【読】関野さんと星野さん
関野吉晴さんが、故 星野道夫さんと交友のあったことを知った。
そうだったのか、と嬉しくなった。
関野吉晴 『グレートジャーニー 3』 (角川文庫) P.281-
「あとがき」 より 引用
※以下、引用部分は<>でくくった。
<1996年8月中旬、南東アラスカをカヤックで移動している時、ケチカンという村で悲しいニュースが届いていた。写真家の星野道夫がカムチャッカで亡くなったという。それも彼が最も愛し、畏れていたクマに襲われたというショッキングな知らせだった。……>
<信じられない気持ち、あまりの驚きと悲しみに全身の力が抜けていく感じだった。その年の1月、東京で食事をし、アラスカに着いたら1-2ヵ月間一緒に、彼の最も好きなブルックス山脈を歩こうと約束していた。そしてカナダから南東アラスカに入る直前に、彼の住むフェアバンクスに電話をした。ちょうど私も行くことになる、ロシアの最南端チュコトから帰ってきたばかりで、そこの自然と人々の素晴らしさを興奮気味に話した。これから私と出会う前にカムチャッカに行ってくるという。……>
星野さんの最後の旅、カムチャッカ行きは、じつは当初、NATIONAL GEOGRAPHICの仕事の予定だった。
星野さんは、そのことを嬉しそうに関野さんに語っていた。
それが、(どういう事情かわからないが)日本の民放テレビ局のレポーターの仕事になった。 ―― ということも、この「あとがき」で知った。
<……その時、NATIONAL GEOGRAPHICの仕事だったら、命を失わずに済んだような気がする。テレビ取材はスタッフが多く、彼だけキャビンから出て、テントに寝て悲劇に遭ったのだ。>
星野さんがあの事故にあわなければ、関野さんとコンビで、いい仕事をしていたかもしれない。 というのも――
<私たちには多くの共通点があった。二人とも大学時代は探検部で活動し、彼が初めてアラスカに行った時、私は初めてアマゾンに行った。それぞれがそこの自然と人々の虜(とりこ)となり、その後彼はアラスカに、私は南米に、他の地域には見向きもせず、とりつかれた様に通うことになる。彼はエスキモーに似ているといわれ、私はアマゾンの先住民に似ているといわれた。国際先住民年の時にはいくつか二人の対談の申し込みがあった。美術館で「残された楽園」という写真展を共催したこともあった。
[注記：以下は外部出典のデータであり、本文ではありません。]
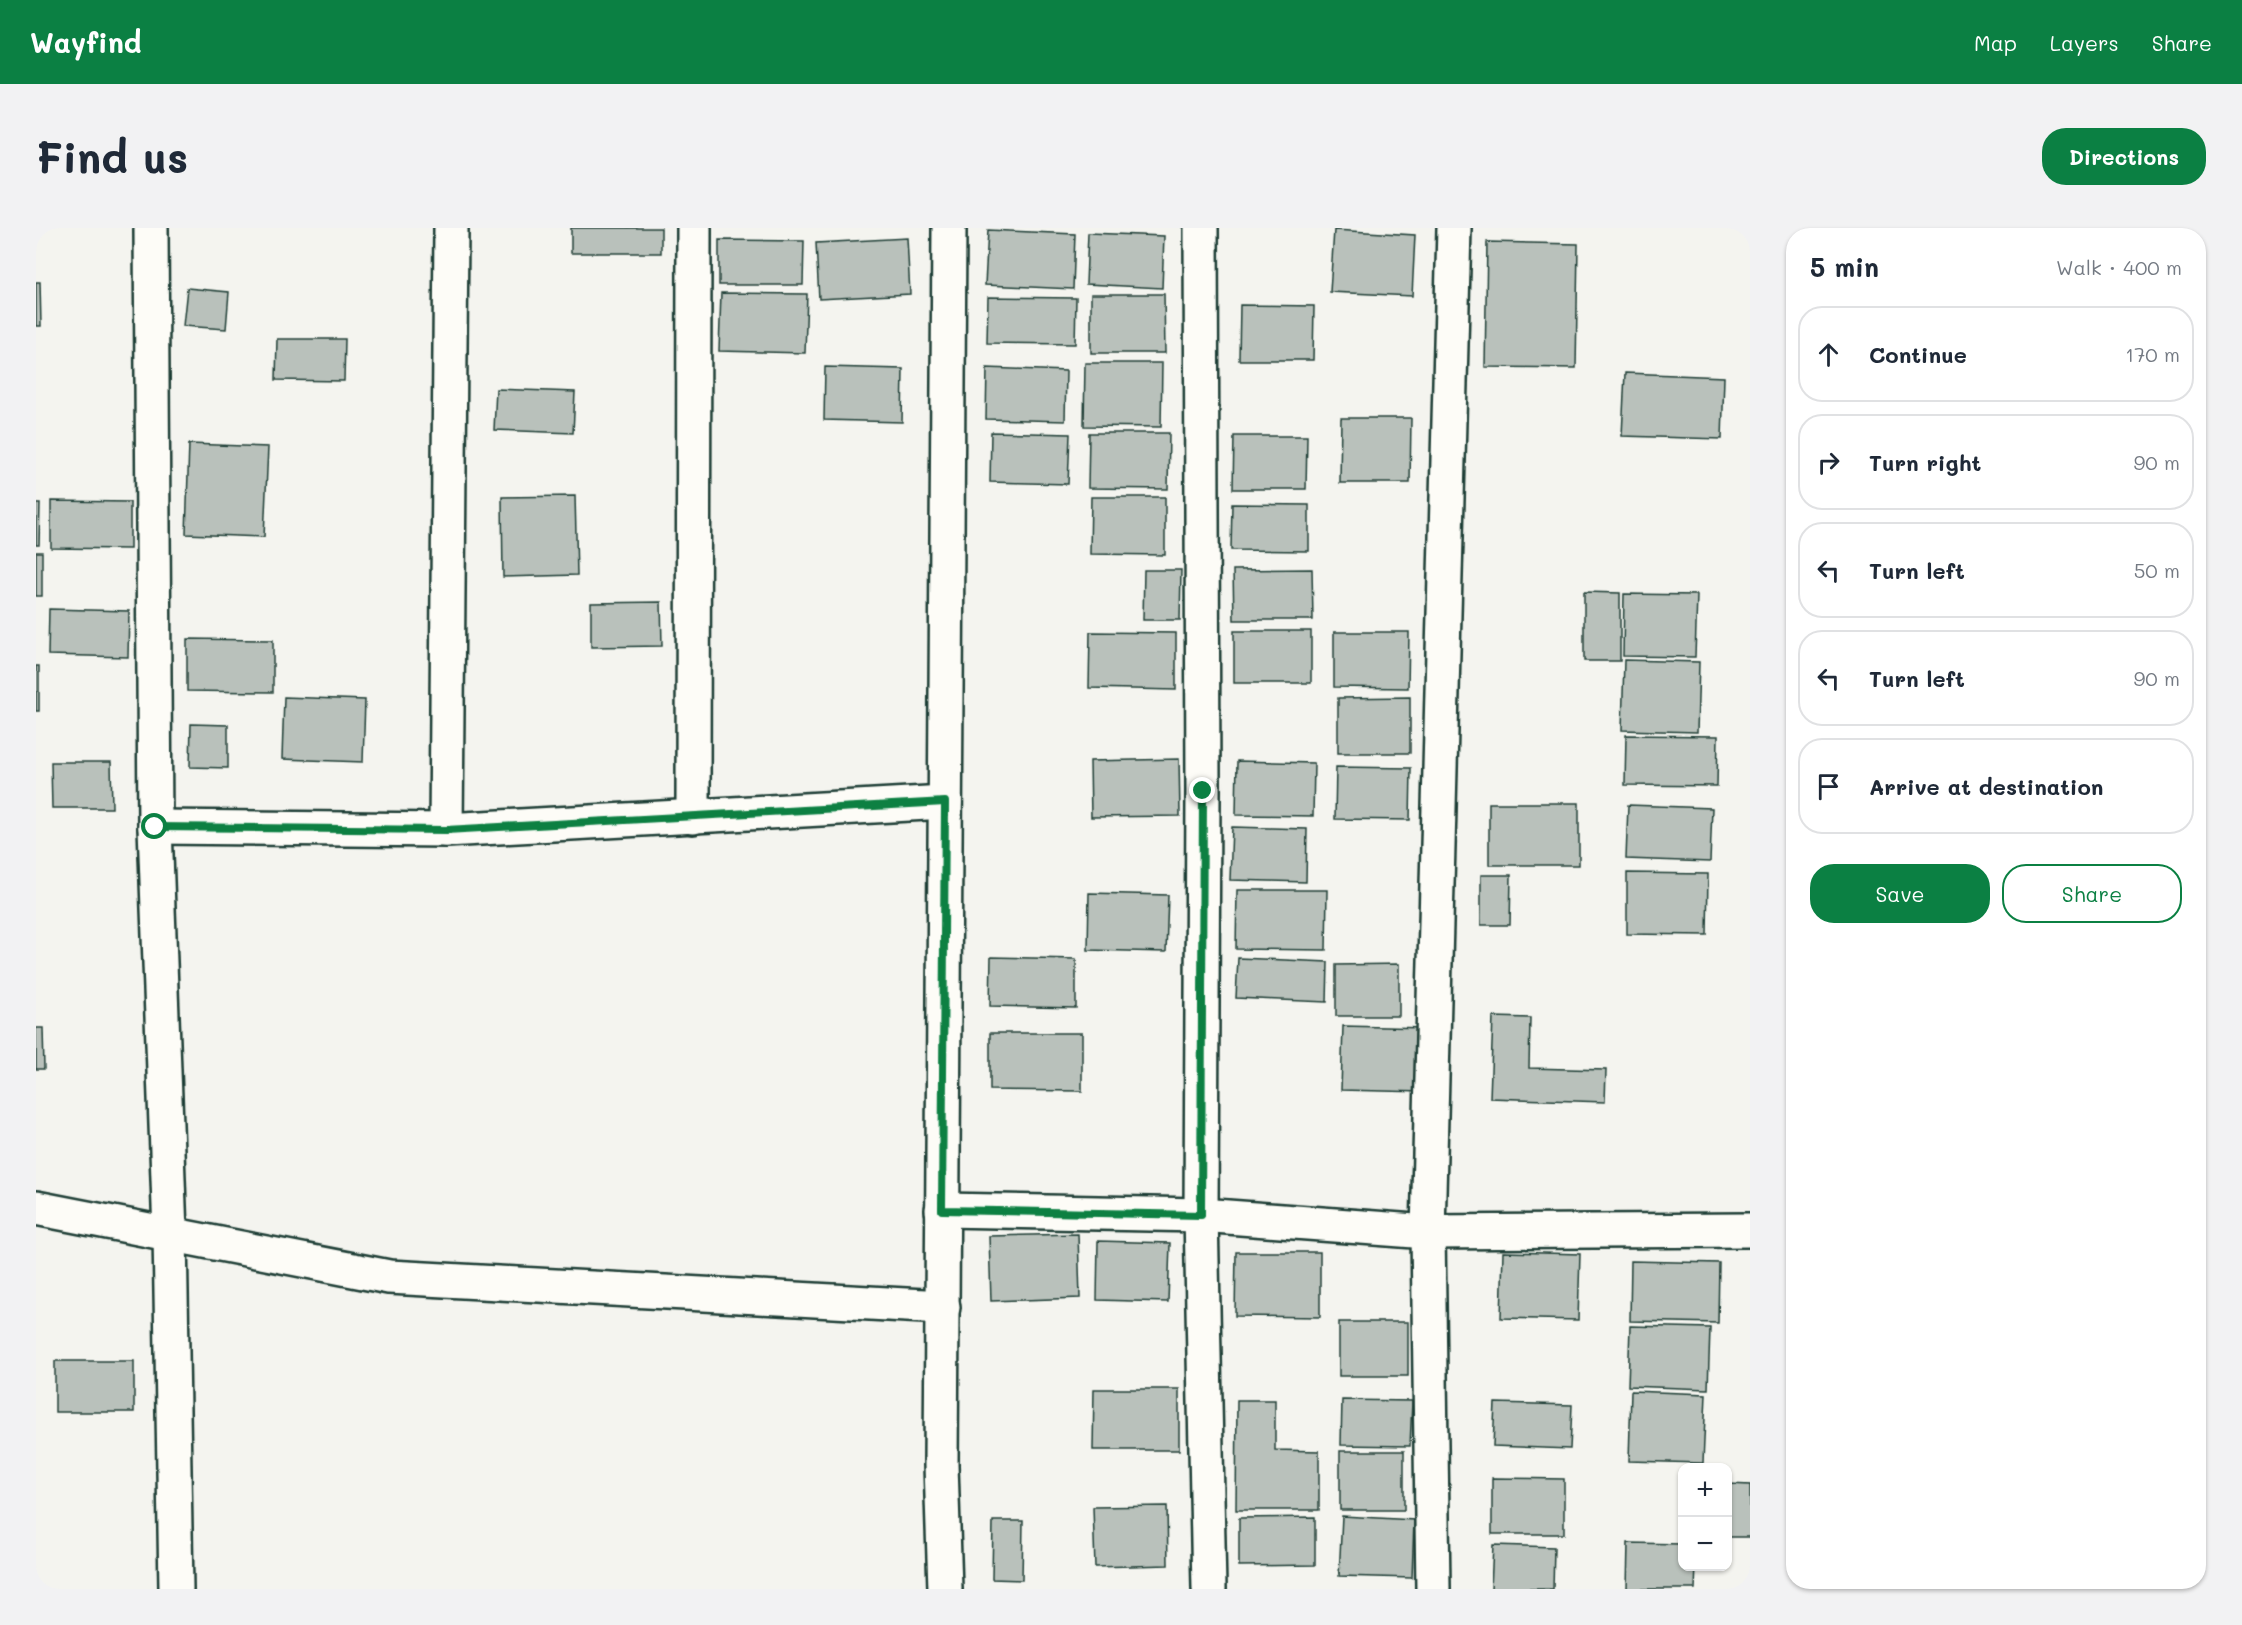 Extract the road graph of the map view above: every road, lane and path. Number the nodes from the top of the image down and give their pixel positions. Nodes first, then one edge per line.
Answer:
1 (151, 228) edge
2 (452, 228) edge
3 (694, 228) edge
4 (949, 228) edge
5 (1201, 228) edge
6 (1454, 228) edge
7 (945, 802) junction
8 (693, 816) junction
9 (155, 827) junction
10 (446, 830) junction
11 (36, 1208) edge
12 (942, 1210) junction
13 (1201, 1215) junction
14 (1750, 1230) edge
15 (1428, 1232) junction
16 (170, 1233) junction
17 (943, 1307) junction
18 (176, 1589) edge
19 (945, 1589) edge
20 (1209, 1589) edge
21 (1433, 1589) edge

1 - 9 street
2 - 10 street
3 - 8 street
4 - 7 street
5 - 13 street
6 - 15 street
7 - 8 street
7 - 12 street
8 - 10 street
9 - 10 street
9 - 16 street
11 - 16 street
12 - 13 street
12 - 17 street
13 - 15 street
13 - 20 street
14 - 15 street
15 - 21 street
16 - 17 street
16 - 18 street
17 - 19 street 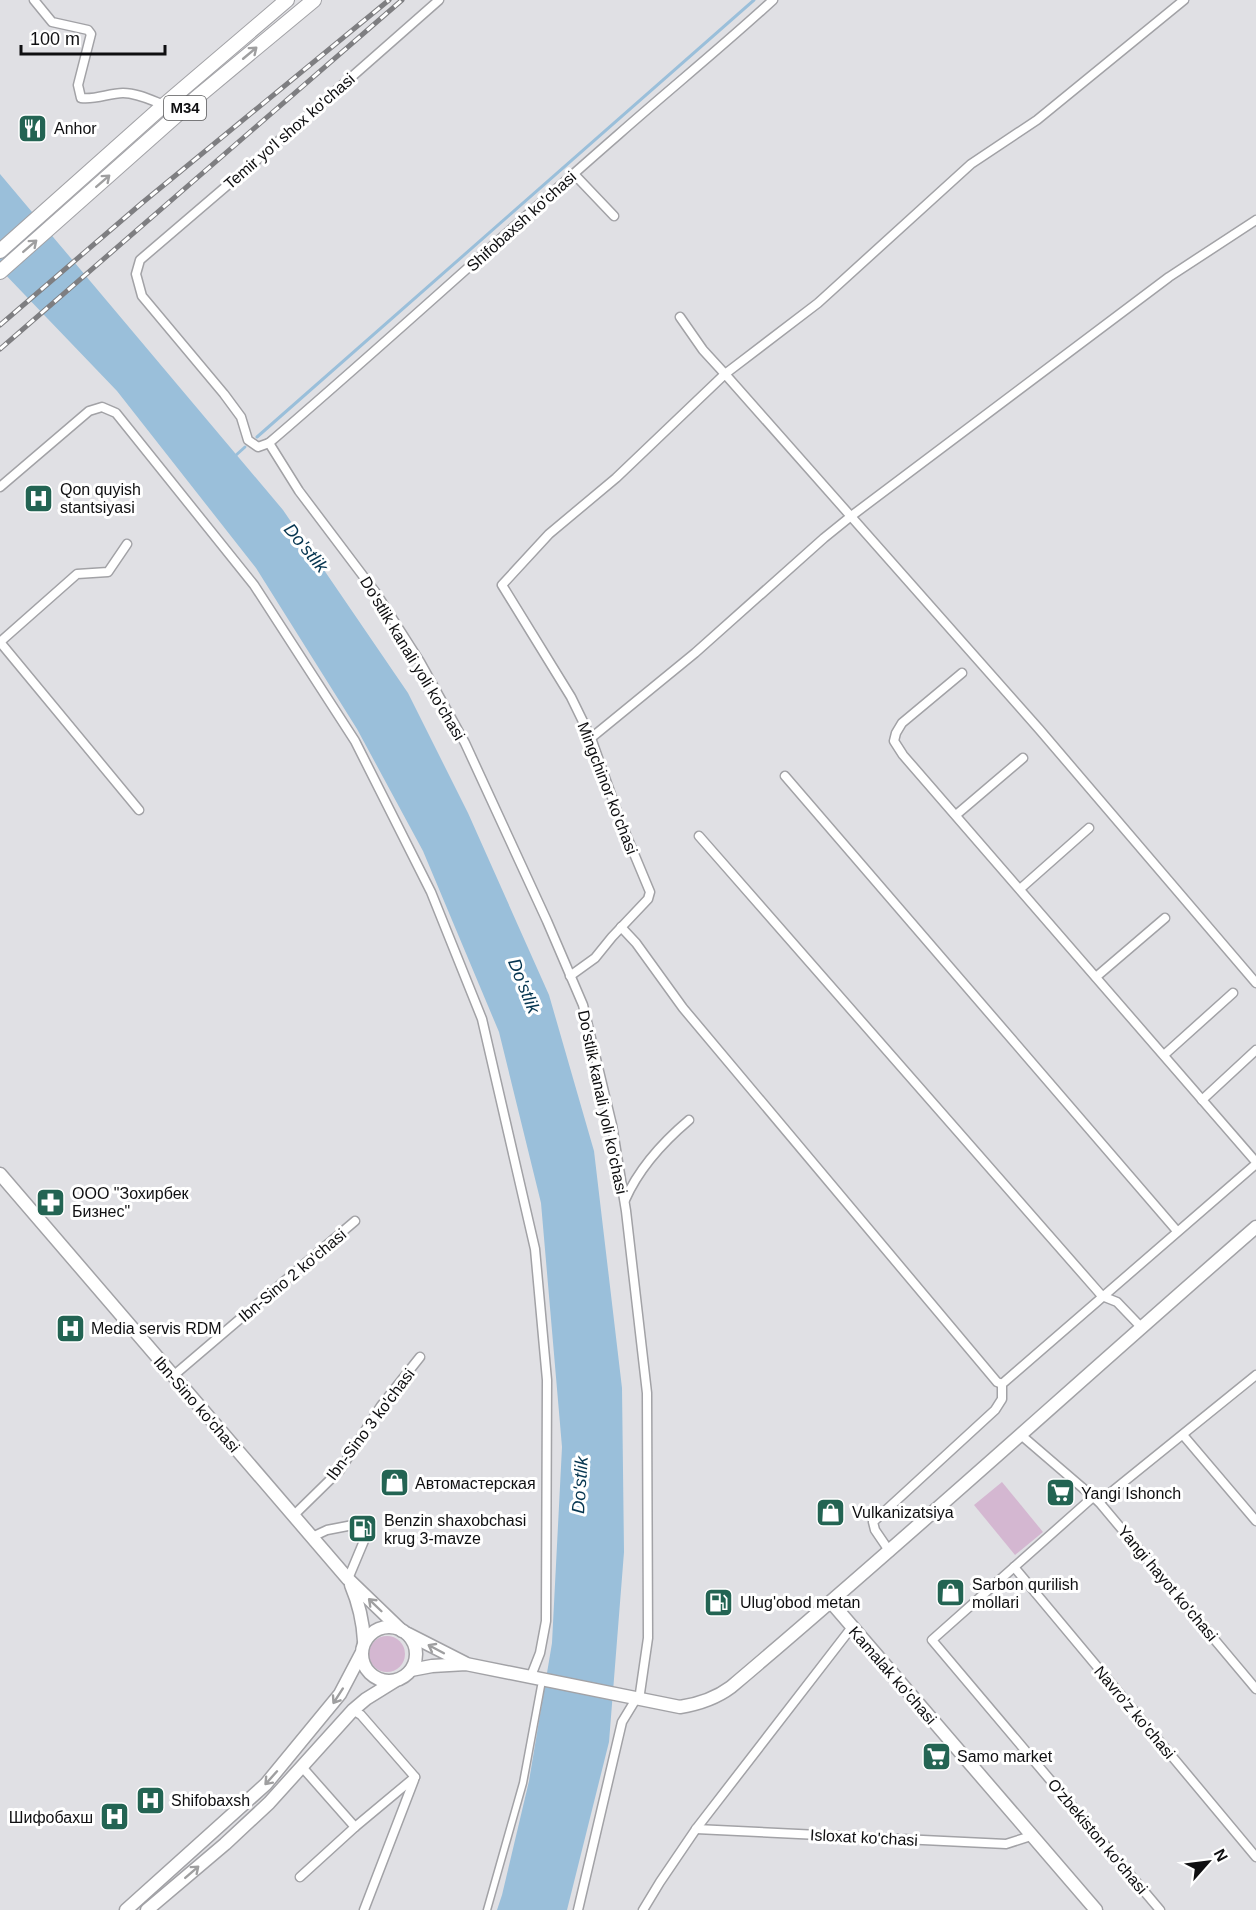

>
星野さんの突然の死は、いま思っても残念でしかたがない。
関野さんの「あとがき」は、次のように締めくくられている。
<結局、彼と一緒にブルックス山脈に行くという計画はなくなった。その時、星野道夫がブルックス山脈に行くときに同行していたブッシュパイロット、ダン・ロスの夫人に紹介してもらったのが、この巻に出てくる、ユーコン川源流地帯に住むハイモ一家だ。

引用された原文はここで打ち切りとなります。